As you go through your chest building workout routine, another important thing to remember would be the proper execution of each exercise. If you are unable to do each exercise in the proper form, you would be risking doing your body more damage than good. You would also be unable to work out your chest muscles efficiently, which would definitely not be helping you achieve the results that you want. If you are a beginner, it would be advisable to consult with a personal trainer who could show you how each exercise should be executed.
The recommended workout frequency varies from one bodybuilder to another. For beginners, you could work on your chest about twice a week. However, for intermediate or advanced bodybuilders, you would generally gain more muscle growth through limiting chest workout to just once every week.
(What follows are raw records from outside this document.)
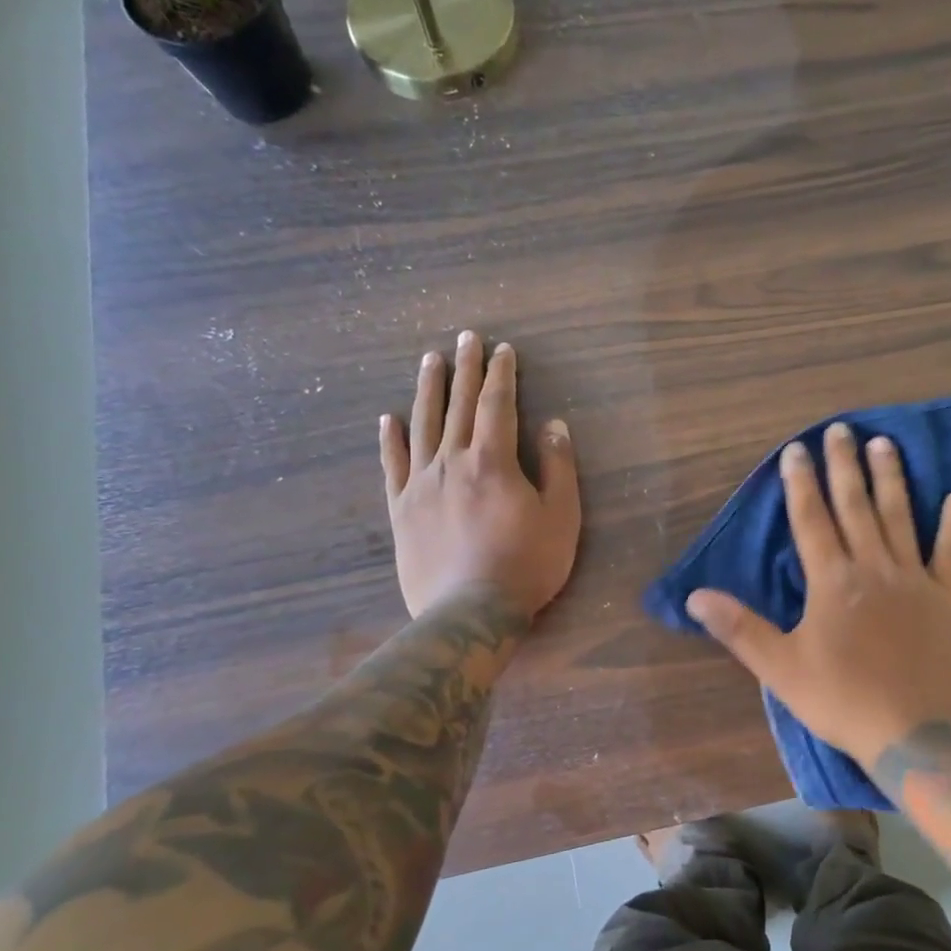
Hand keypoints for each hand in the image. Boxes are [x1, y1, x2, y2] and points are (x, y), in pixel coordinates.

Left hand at [380, 331, 580, 619]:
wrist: (470, 612)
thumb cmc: (526, 564)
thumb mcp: (561, 516)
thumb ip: (558, 467)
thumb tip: (553, 425)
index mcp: (493, 460)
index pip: (497, 404)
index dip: (501, 374)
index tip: (503, 349)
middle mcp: (452, 461)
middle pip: (459, 405)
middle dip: (466, 369)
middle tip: (466, 337)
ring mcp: (421, 484)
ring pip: (423, 426)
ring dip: (428, 390)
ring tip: (430, 359)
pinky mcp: (401, 509)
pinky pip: (393, 466)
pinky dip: (390, 440)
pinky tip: (388, 419)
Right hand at [686, 423, 950, 763]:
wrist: (914, 733)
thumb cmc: (841, 699)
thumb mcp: (779, 667)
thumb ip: (738, 627)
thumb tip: (694, 597)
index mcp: (831, 580)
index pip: (811, 519)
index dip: (801, 483)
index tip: (796, 450)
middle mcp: (872, 567)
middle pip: (855, 506)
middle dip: (844, 466)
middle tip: (840, 430)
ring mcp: (914, 580)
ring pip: (900, 517)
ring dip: (891, 479)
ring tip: (885, 444)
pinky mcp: (946, 599)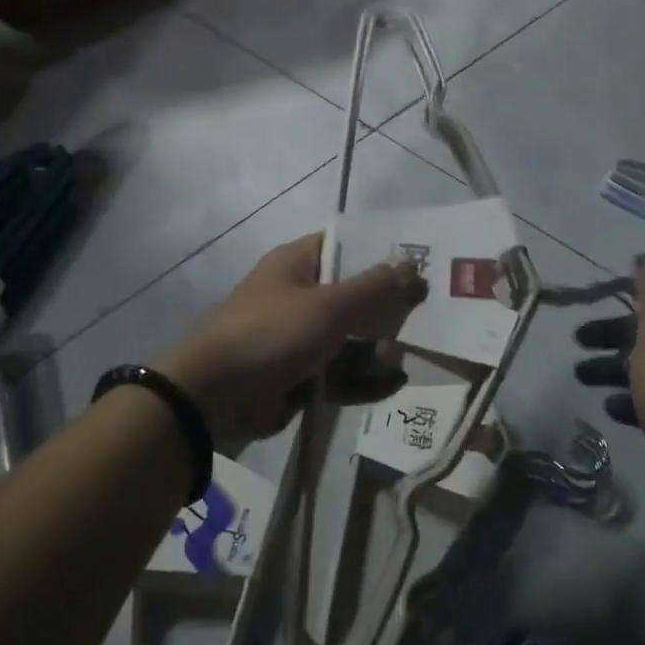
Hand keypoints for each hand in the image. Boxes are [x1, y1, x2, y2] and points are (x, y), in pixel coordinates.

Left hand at [158, 234, 426, 447]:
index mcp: (298, 265)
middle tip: (428, 319)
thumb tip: (410, 263)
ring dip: (377, 350)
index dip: (382, 254)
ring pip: (351, 339)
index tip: (421, 264)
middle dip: (387, 311)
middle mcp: (299, 296)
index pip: (346, 247)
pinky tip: (392, 383)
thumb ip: (373, 288)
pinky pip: (340, 373)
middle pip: (354, 297)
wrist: (216, 397)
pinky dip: (364, 379)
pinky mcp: (301, 375)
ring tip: (402, 360)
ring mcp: (300, 338)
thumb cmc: (272, 333)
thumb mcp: (328, 306)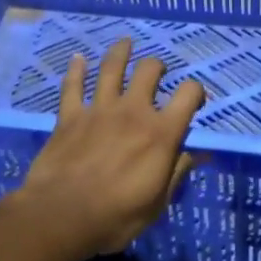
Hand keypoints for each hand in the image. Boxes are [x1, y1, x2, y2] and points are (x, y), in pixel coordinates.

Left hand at [16, 39, 205, 258]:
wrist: (61, 215)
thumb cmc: (116, 216)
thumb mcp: (157, 202)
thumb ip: (177, 172)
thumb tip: (199, 153)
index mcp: (161, 133)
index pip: (188, 94)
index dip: (196, 92)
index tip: (194, 100)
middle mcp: (133, 111)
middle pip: (149, 71)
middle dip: (157, 67)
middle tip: (157, 73)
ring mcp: (99, 109)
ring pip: (111, 68)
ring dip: (120, 52)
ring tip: (126, 43)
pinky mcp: (70, 116)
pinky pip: (73, 86)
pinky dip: (76, 70)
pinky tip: (78, 58)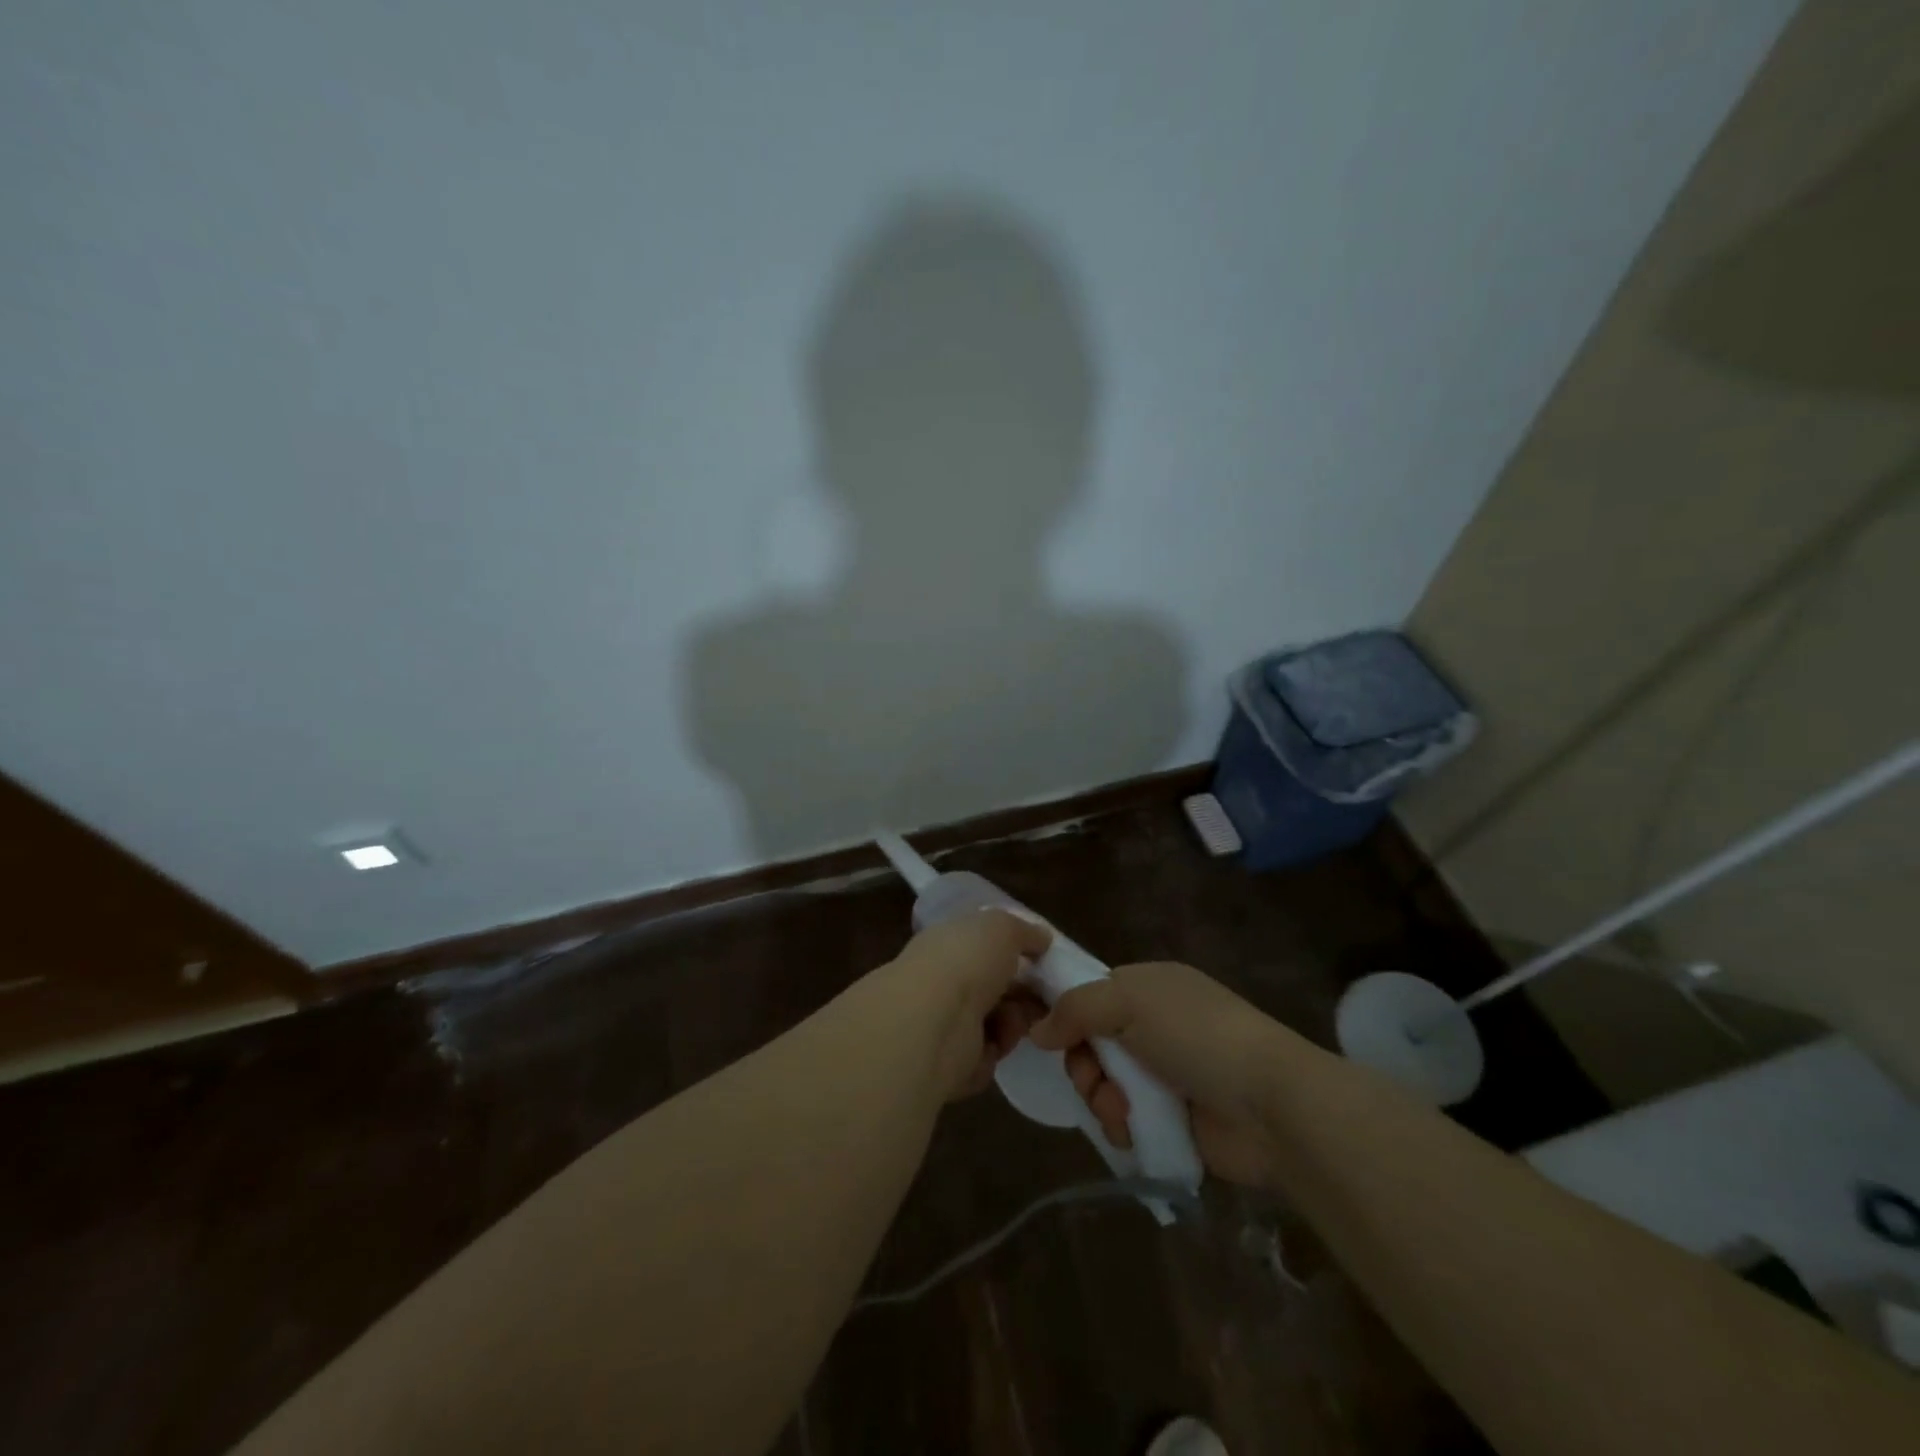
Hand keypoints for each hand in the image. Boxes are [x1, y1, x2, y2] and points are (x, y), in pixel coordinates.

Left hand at [875, 910, 1052, 1100]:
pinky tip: (992, 1045)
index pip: (983, 947)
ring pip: (995, 1024)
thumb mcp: (1002, 927)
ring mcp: (943, 1022)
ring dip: (1012, 1024)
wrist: (933, 1022)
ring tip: (1011, 1023)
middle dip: (1022, 994)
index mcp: (948, 943)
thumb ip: (1024, 931)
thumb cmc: (965, 961)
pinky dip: (994, 1053)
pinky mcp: (947, 1062)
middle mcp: (943, 980)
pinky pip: (986, 1057)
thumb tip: (1041, 938)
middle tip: (1043, 998)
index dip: (1015, 954)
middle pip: (994, 988)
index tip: (1043, 962)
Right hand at [1030, 961, 1286, 1184]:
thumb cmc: (1197, 1035)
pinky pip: (1126, 1122)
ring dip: (1101, 1099)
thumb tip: (1037, 1029)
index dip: (1067, 1014)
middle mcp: (1154, 1027)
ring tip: (1119, 1112)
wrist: (1268, 1104)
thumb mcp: (1129, 1002)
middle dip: (1084, 1065)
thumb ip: (1076, 1008)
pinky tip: (1131, 1131)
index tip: (1048, 1035)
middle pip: (1092, 1044)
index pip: (1092, 994)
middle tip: (1092, 1079)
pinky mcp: (1172, 1121)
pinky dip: (1121, 1127)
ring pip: (1105, 1085)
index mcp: (1149, 988)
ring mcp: (1164, 1075)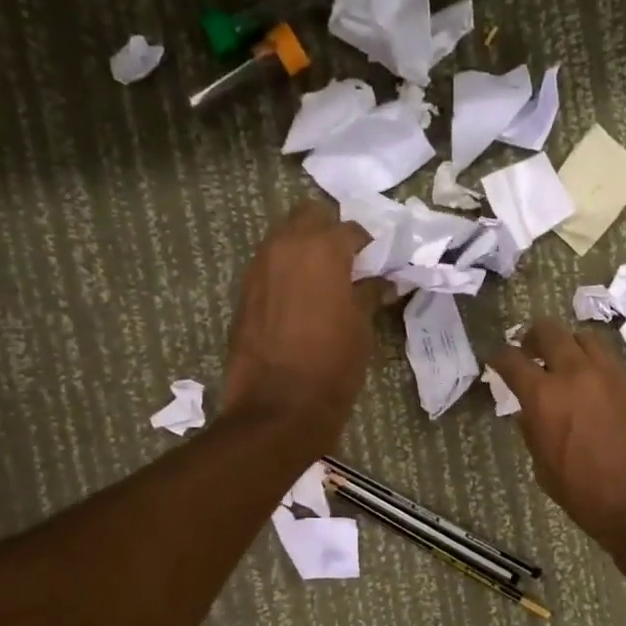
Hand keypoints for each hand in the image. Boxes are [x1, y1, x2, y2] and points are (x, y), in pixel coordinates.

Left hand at [223, 200, 384, 442]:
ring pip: (284, 238)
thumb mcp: (361, 329)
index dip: (369, 247)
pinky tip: (301, 301)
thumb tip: (382, 282)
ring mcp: (259, 266)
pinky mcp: (244, 291)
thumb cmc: (332, 366)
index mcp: (322, 249)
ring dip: (305, 250)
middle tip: (348, 264)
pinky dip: (287, 272)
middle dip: (330, 232)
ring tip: (325, 283)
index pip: (352, 230)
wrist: (278, 408)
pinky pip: (270, 266)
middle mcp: (285, 246)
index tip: (378, 265)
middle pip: (309, 216)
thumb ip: (369, 295)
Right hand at [488, 319, 625, 565]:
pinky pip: (610, 363)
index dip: (498, 357)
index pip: (512, 360)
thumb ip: (535, 434)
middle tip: (529, 351)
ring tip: (565, 364)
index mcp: (545, 398)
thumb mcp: (547, 472)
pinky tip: (593, 389)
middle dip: (533, 337)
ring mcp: (611, 377)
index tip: (495, 360)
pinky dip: (595, 367)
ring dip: (569, 345)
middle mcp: (576, 375)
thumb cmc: (590, 499)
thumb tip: (530, 414)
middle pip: (550, 331)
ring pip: (585, 338)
For those whose goal is toning their chest muscles rather than building chest muscles, then you can work on your chest for up to two times every week and with more repetitions regardless of what your skill level is. A useful tip would be more repetitions if you want to define or tone your muscles and fewer repetitions if you want to build muscle.
Building and defining your chest muscles can easily be done as long as you have the knowledge and determination to do what is needed. As you stick to a good workout routine, make sure that you are also eating a proper diet which is high in protein and carbohydrates to ensure that your body would have the energy and nutrients that it needs to achieve a toned and muscular chest and body.